Roles in Cancer and Disease
Although our work is rooted in basic science, because of the central importance of the systems we work on, everything that we do has direct implications in health, disease and cancer.
Enhancer mutations in disease and cancer
Highly transcribed regions of the genome accumulate mutations, which can cause disease. As active enhancers are transcribed into eRNAs, clusters of mutations also accumulate around enhancers, and mutations within enhancers are found to occur very frequently in a number of complex and common diseases and in cancer. Mutations at enhancers can drive disease in a variety of ways. For example, creation of new binding sites for transcription factors can de-regulate expression of genes whose expression is controlled by the enhancer. However, a large proportion of mutations within enhancers do not affect transcription factor binding. One possibility is that their ability to cause disease arises from changes to eRNAs transcribed from the enhancer. However, as eRNAs do not code for proteins, mutations will not directly affect protein structures, so the reasons for their disease-related outcomes are unclear. A key goal of our group is to understand how changes to eRNAs caused by mutations can result in disease.

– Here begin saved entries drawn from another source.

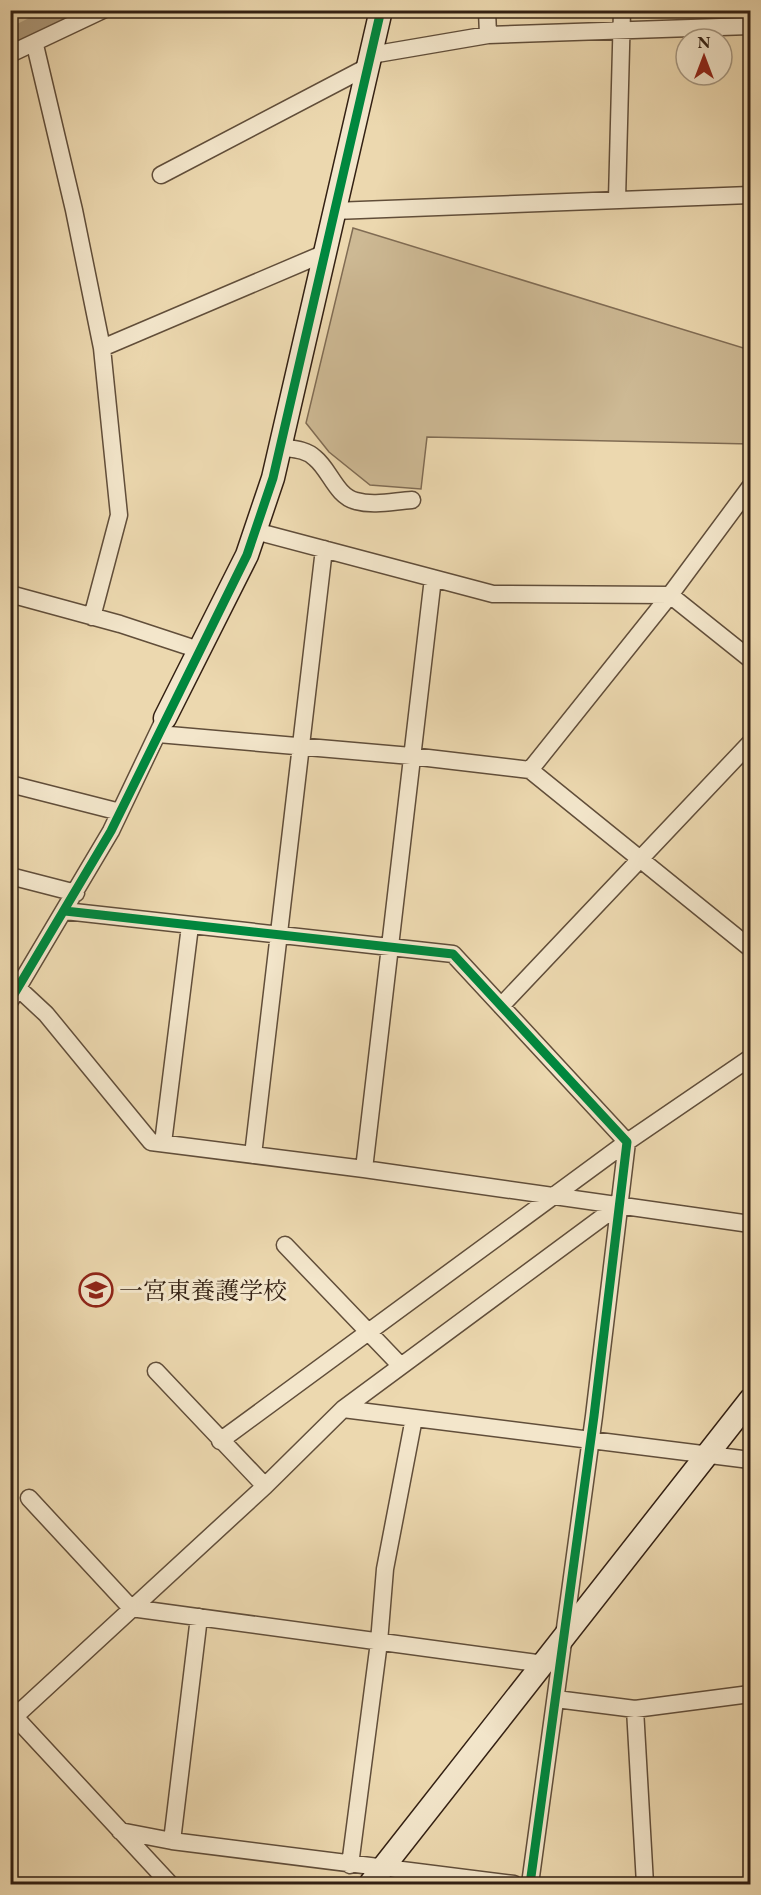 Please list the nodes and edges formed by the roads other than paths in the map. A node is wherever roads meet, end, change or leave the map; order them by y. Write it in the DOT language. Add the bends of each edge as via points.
graph roads {
  1 [pos="103,10"];
  2 [pos="381,10"];
  3 [pos="487,10"];
  4 [pos="622,10"];
  5 [pos="750,26"];
  6 [pos="621,31"];
  7 [pos="488,35"];
  8 [pos="35,45"];
  9 [pos="10,54"];
  10 [pos="370,60"];
  11 [pos="161,175"];
  12 [pos="750,195"];
  13 [pos="616,200"];
  14 [pos="334,211"];
  15 [pos="325,254"];
  16 [pos="102,348"];
  17 [pos="280,447"];
  18 [pos="750,488"];
  19 [pos="412,500"];
  20 [pos="255,531"];
  21 [pos="324,549"];
  22 [pos="433,578"];
  23 [pos="10,594"];
  24 [pos="670,595"];
  25 [pos="93,617"];
  26 [pos="199,650"];
  27 [pos="750,659"];
  28 [pos="161,726"];
  29 [pos="750,743"];
  30 [pos="302,746"];
  31 [pos="411,756"];
  32 [pos="530,770"];
  33 [pos="10,784"];
  34 [pos="120,812"];
  35 [pos="642,861"];
  36 [pos="10,876"];
  37 [pos="76,893"];
  38 [pos="65,911"];
  39 [pos="190,926"];
  40 [pos="279,937"];
  41 [pos="750,948"];
  42 [pos="389,949"];
  43 [pos="14,994"];
  44 [pos="501,1006"];
  45 [pos="750,1058"];
  46 [pos="627,1142"];
  47 [pos="163,1143"];
  48 [pos="253,1155"];
  49 [pos="364,1169"];
  50 [pos="553,1196"];
  51 [pos="619,1205"];
  52 [pos="750,1224"];
  53 [pos="285,1245"];
  54 [pos="368,1331"];
  55 [pos="401,1365"];
  56 [pos="156,1371"];
  57 [pos="750,1400"];
  58 [pos="343,1409"];
  59 [pos="414,1418"];
  60 [pos="220,1441"];
  61 [pos="590,1441"];
  62 [pos="708,1454"];
  63 [pos="750,1460"];
  64 [pos="265,1486"];
  65 [pos="29,1498"];
  66 [pos="131,1608"];
  67 [pos="199,1617"];
  68 [pos="563,1640"];
  69 [pos="380,1642"];
  70 [pos="544,1664"];
  71 [pos="750,1694"];
  72 [pos="556,1699"];
  73 [pos="635,1709"];
  74 [pos="13,1720"];
  75 [pos="120,1831"];
  76 [pos="172,1841"];
  77 [pos="350,1865"];
  78 [pos="376,1877"];
  79 [pos="170,1884"];
  80 [pos="514,1884"];
  81 [pos="530,1884"];
  82 [pos="645,1884"];
  1 -- 8 [label="street"];
  2 -- 10 [label="street"];
  3 -- 7 [label="street"];
  4 -- 6 [label="street"];
  5 -- 6 [label="street"];
  6 -- 7 [label="street"];
  6 -- 13 [label="street"];
  7 -- 10 [label="street"];
  8 -- 9 [label="street"];
  8 -- 16 [label="street"];
  10 -- 11 [label="street"];
  10 -- 14 [label="street"];
  12 -- 13 [label="street"];
  13 -- 14 [label="street"];
  14 -- 15 [label="street"];
  15 -- 16 [label="street"];
  15 -- 17 [label="street"];
  16 -- 25 [label="street" via="119,515"];
  17 -- 19 [label="street" via="304,451 316,458 341,492 354,501 370,504"];
  17 -- 20 [label="street"];
  18 -- 24 [label="street"];
  20 -- 21 [label="street"];
  20 -- 26 [label="street"];
  21 -- 22 [label="street"];
  21 -- 30 [label="street"];
  22 -- 24 [label="street" via="493,594"];
  22 -- 31 [label="street"];
  23 -- 25 [label="street"];
  24 -- 27 [label="street"];
  24 -- 32 [label="street"];
  25 -- 26 [label="street"];
  26 -- 28 [label="street"];
  28 -- 30 [label="street"];
  28 -- 34 [label="street"];
  29 -- 35 [label="street"];
  30 -- 31 [label="street"];
  30 -- 40 [label="street"];
  31 -- 32 [label="street"];
  31 -- 42 [label="street"];
  32 -- 35 [label="street"];
  33 -- 34 [label="street"];
  34 -- 37 [label="street"];
  35 -- 41 [label="street"];
  35 -- 44 [label="street"];
  36 -- 37 [label="street"];
  37 -- 38 [label="street"];
  38 -- 39 [label="street"];
  38 -- 43 [label="street"];
  39 -- 40 [label="street"];
  39 -- 47 [label="street"];
  40 -- 42 [label="street"];
  40 -- 48 [label="street"];
  42 -- 44 [label="street" via="453,954"];
  42 -- 49 [label="street"];
  43 -- 47 [label="street" via="46,1014 151,1142"];
  44 -- 46 [label="street"];
  45 -- 46 [label="street"];
  46 -- 50 [label="street"];
  46 -- 51 [label="street"];
  47 -- 48 [label="street"];
  48 -- 49 [label="street"];
  49 -- 50 [label="street"];
  50 -- 51 [label="street"];
  50 -- 54 [label="street"];
  51 -- 52 [label="street"];
  51 -- 55 [label="street"];
  51 -- 61 [label="street"];
  53 -- 54 [label="street"];
  54 -- 55 [label="street"];
  54 -- 60 [label="street"];
  55 -- 58 [label="street"];
  56 -- 60 [label="street"];
  57 -- 62 [label="street"];
  58 -- 59 [label="street"];
  58 -- 64 [label="street"];
  59 -- 61 [label="street"];
  59 -- 69 [label="street" via="385,1569"];
  60 -- 64 [label="street"];
  61 -- 62 [label="street"];
  61 -- 68 [label="street"];
  62 -- 63 [label="street"];
  62 -- 68 [label="street"];
  64 -- 66 [label="street"];
  65 -- 66 [label="street"];
  66 -- 67 [label="street"];
  66 -- 74 [label="street"];
  67 -- 69 [label="street"];
  67 -- 76 [label="street"];
  68 -- 70 [label="street"];
  68 -- 72 [label="street"];
  69 -- 70 [label="street"];
  69 -- 77 [label="street"];
  70 -- 78 [label="street"];
  71 -- 73 [label="street"];
  72 -- 73 [label="street"];
  72 -- 81 [label="street"];
  73 -- 82 [label="street"];
  74 -- 75 [label="street"];
  75 -- 76 [label="street"];
  75 -- 79 [label="street"];
  76 -- 77 [label="street"];
  77 -- 78 [label="street"];
  78 -- 80 [label="street"];
}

We are collaborating with the Cooper-Knock Lab at the Sheffield Institute for Translational Neuroscience to explore the effect of novel enhancer mutations in Amyotrophic lateral sclerosis (ALS, also called motor neuron disease)..
CBP domain model showing structures and disordered regions (A) and domain organization (B). C-D) Distribution of CBP mutations in cancer (cBioPortal, C) compared to mutiatons with no disease phenotype (ExAC, D); cancer mutations cluster within TF binding and catalytic domains.
How do disease-related mutations at enhancers cause disease? One possibility is that they de-regulate the activity of epigenetic enzymes.
CBP in cancer and disease
CBP is recognised as a tumour suppressor - a protein whose normal function is required prevent malignancy. In fact, CBP mutations are found in over 40% of diffuse large B-cell lymphomas. Whilst mutations in diverse cancers are distributed throughout CBP, they tend to cluster in discrete domains responsible for transcription factor binding and, in particular, within the catalytic histone acetyltransferase domain.
CBP plays absolutely critical roles in regulating healthy development. Germ line mutations in CBP drive the developmental disorder Rubinstein Taybi Syndrome (RTS), estimated to occur in 1 in 125,000-300,000 births. RTS is characterised by delayed development, short stature, moderate to severe learning difficulties, distinctive facial features, and broad thumbs and first toes. RTS patients also suffer from an increase risk of cancer. RTS is caused by haploinsufficiency of CBP - mutations only occur in one copy of the CBP gene but the consequent reduction in the activity of CBP in cells is enough to cause the disease.